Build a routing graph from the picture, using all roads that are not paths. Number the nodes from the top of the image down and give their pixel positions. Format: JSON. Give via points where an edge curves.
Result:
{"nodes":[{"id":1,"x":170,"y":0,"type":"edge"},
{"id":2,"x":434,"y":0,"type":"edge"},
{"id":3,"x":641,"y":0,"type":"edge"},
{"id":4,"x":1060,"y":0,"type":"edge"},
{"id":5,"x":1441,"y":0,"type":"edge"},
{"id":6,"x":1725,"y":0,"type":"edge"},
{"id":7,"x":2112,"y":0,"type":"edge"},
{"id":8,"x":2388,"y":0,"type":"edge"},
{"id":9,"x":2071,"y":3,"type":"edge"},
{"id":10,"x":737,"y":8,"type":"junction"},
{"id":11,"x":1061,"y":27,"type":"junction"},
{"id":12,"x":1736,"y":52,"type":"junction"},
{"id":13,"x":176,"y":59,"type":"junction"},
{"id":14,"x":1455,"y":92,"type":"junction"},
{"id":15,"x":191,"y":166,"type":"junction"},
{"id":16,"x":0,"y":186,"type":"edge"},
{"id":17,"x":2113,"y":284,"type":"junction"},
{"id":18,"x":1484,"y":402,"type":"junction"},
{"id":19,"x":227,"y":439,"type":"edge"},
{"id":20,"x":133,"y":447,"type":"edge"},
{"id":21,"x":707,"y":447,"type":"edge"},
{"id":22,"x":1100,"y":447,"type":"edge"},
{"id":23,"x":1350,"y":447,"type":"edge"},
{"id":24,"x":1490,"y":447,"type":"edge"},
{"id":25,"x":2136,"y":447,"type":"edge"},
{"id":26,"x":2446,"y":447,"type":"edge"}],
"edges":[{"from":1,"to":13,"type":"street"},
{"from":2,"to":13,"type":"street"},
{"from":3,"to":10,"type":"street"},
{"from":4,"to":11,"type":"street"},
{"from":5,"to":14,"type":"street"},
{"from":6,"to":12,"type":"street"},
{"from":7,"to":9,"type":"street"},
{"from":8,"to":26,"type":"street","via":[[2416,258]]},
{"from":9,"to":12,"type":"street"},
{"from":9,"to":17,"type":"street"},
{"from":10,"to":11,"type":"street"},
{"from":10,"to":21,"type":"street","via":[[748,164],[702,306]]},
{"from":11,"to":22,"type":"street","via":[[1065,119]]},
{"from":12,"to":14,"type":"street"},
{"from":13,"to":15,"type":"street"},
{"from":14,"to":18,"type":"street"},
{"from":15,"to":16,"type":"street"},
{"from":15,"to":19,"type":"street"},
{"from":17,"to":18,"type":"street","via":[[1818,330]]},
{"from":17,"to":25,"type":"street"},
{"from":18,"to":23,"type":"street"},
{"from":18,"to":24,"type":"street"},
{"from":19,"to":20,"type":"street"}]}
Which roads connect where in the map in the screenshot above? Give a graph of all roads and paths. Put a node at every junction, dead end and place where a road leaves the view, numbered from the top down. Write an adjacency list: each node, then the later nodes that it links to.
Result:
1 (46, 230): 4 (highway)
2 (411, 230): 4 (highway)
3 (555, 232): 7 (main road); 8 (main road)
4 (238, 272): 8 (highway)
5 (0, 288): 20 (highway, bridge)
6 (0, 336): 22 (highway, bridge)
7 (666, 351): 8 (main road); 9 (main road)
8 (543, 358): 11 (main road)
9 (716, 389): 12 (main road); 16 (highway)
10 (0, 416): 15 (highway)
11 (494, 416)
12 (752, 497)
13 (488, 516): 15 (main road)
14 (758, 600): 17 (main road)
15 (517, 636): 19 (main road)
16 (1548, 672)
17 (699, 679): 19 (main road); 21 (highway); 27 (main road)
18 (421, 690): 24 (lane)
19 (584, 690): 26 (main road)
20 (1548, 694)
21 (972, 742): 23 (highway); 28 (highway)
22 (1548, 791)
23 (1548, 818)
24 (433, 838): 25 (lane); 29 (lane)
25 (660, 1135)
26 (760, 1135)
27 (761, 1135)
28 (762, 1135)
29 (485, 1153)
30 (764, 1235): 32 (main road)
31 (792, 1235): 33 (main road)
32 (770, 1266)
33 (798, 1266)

▸ Task requirements:
Nothing but the lines from the one containing "Which roads connect" through the last line of the listing should be output, each exactly as written.

▸ Reply to the task:
Which roads connect where in the map in the screenshot above? Give a graph of all roads and paths. Put a node at every junction, dead end and place where a road leaves the view, numbered from the top down. Write an adjacency list: each node, then the later nodes that it links to.
Result:
1 (46, 230): 4 (highway)
2 (411, 230): 4 (highway)
3 (555, 232): 7 (main road); 8 (main road)
4 (238, 272): 8 (highway)
5 (0, 288): 20 (highway, bridge)
6 (0, 336): 22 (highway, bridge)
7 (666, 351): 8 (main road); 9 (main road)
8 (543, 358): 11 (main road)
9 (716, 389): 12 (main road); 16 (highway)
10 (0, 416): 15 (highway)
11 (494, 416)
12 (752, 497)
13 (488, 516): 15 (main road)
14 (758, 600): 17 (main road)
15 (517, 636): 19 (main road)
16 (1548, 672)
17 (699, 679): 19 (main road); 21 (highway); 27 (main road)
18 (421, 690): 24 (lane)
19 (584, 690): 26 (main road)
20 (1548, 694)
21 (972, 742): 23 (highway); 28 (highway)
22 (1548, 791)
23 (1548, 818)
24 (433, 838): 25 (lane); 29 (lane)
25 (660, 1135)
26 (760, 1135)
27 (761, 1135)
28 (762, 1135)
29 (485, 1153)
30 (764, 1235): 32 (main road)
31 (792, 1235): 33 (main road)
32 (770, 1266)
33 (798, 1266)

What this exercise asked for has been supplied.